APPROVAL OF SHARE CONSOLIDATION
 
The special resolution approving the Share Consolidation (the “Share Consolidation Resolution”) must be approved by at least two-thirds of the votes cast by Shareholders present in person or represented by proxy at the Meeting or any adjournment or postponement thereof.
 
The text of the Share Consolidation Resolution to be submitted to Shareholders at the Meeting is set forth below:
 
BE IT RESOLVED THAT:
 
1.
the amendment to the articles of continuance of the Company, to be completed at the Board’s sole discretion, to effect a share consolidation (reverse stock split) of the Company’s outstanding common shares in a ratio of between one-for-five and one-for-ten at any time prior to the one year anniversary of the date hereof, without further shareholder approval; provided that all fractional common shares as a result of the share consolidation shall be automatically rounded up to the next whole common share, is hereby authorized and approved; and
 
2.
any one director or officer of the Company be and is hereby authorized and directed to execute and deliver for and in the name of and on behalf of the Company, whether under its corporate seal or not, all such certificates, instruments, agreements, documents and notices and to do all such other acts and things as in such person’s opinion as may be necessary or desirable for the purpose of giving effect to these resolutions.”
 
Proxies received in favour of management will be voted in favour of the Share Consolidation Resolution, unless the Shareholder has specified in the proxy that his, her or its Shares are to be voted against the Share Consolidation Resolution.
 
Recommendation
 
The Board recommends that Shareholders vote “FOR” the approval of the Share Consolidation and amending the articles of continuance of the Company to effect the Share Consolidation at the discretion of the Board as outlined above.
 
General Information About the Share Consolidation
 
At the annual and special meeting of our Shareholders held on December 2, 2019, Shareholders approved a Share Consolidation on materially the same terms as stated herein.
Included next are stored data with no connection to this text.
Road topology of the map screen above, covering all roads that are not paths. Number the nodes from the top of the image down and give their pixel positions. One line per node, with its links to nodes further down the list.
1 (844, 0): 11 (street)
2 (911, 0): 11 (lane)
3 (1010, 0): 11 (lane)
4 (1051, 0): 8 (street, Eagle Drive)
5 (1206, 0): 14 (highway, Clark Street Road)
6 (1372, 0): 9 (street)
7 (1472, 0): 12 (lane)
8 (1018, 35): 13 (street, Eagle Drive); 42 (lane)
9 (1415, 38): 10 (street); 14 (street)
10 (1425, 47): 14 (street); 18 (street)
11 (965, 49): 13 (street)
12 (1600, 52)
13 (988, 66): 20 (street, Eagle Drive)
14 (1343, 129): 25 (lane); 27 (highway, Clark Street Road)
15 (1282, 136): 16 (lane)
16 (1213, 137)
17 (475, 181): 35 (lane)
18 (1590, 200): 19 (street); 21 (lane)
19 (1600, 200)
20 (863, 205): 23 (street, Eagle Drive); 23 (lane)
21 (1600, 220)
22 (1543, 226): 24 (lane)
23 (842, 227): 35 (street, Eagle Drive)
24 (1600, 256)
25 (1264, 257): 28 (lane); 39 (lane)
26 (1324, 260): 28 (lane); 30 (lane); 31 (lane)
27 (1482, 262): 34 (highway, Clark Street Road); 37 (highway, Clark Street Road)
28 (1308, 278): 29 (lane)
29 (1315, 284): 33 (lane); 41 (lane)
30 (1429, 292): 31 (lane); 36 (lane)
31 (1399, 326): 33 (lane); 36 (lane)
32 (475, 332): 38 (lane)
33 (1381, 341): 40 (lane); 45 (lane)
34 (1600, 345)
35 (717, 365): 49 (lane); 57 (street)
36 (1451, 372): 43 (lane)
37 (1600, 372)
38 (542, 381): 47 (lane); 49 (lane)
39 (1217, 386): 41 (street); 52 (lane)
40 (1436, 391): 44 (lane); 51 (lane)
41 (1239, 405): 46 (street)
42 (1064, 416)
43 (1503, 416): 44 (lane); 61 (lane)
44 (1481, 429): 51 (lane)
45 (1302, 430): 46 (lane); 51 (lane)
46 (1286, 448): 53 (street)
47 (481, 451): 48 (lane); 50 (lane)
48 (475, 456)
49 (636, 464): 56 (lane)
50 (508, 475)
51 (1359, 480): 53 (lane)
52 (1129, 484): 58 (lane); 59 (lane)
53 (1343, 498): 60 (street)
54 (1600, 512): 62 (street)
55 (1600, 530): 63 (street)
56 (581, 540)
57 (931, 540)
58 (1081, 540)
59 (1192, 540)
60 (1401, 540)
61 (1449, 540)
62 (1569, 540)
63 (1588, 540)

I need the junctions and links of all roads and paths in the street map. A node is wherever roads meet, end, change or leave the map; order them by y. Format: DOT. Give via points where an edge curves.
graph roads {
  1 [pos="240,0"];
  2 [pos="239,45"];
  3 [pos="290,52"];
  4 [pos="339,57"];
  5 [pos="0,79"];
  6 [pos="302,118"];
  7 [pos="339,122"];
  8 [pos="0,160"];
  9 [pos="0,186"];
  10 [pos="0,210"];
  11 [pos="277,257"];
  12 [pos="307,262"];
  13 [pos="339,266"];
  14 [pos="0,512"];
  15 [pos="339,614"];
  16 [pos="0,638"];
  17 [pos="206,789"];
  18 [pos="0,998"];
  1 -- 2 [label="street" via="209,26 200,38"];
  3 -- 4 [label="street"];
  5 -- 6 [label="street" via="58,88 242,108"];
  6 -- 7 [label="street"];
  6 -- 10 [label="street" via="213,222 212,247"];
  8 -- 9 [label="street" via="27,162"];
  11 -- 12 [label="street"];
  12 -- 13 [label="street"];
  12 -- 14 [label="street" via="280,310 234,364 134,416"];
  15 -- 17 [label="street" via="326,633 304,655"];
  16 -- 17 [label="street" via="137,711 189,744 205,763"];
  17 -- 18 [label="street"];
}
The previously passed resolution granted the Board the discretion to implement the Share Consolidation for a period of one year.
 
Over the course of the previous year, the Board considered the timing for implementing the Share Consolidation, however, as a result of market conditions, determined that it was in the Company’s best interest not to implement the Share Consolidation. The Board will continue to monitor market conditions to determine the appropriate time to implement the Share Consolidation, however, the previously-approved Share Consolidation may not be completed following the one-year anniversary of the date the previous resolution was passed. Accordingly, you are being asked to approve the Share Consolidation again at the Meeting.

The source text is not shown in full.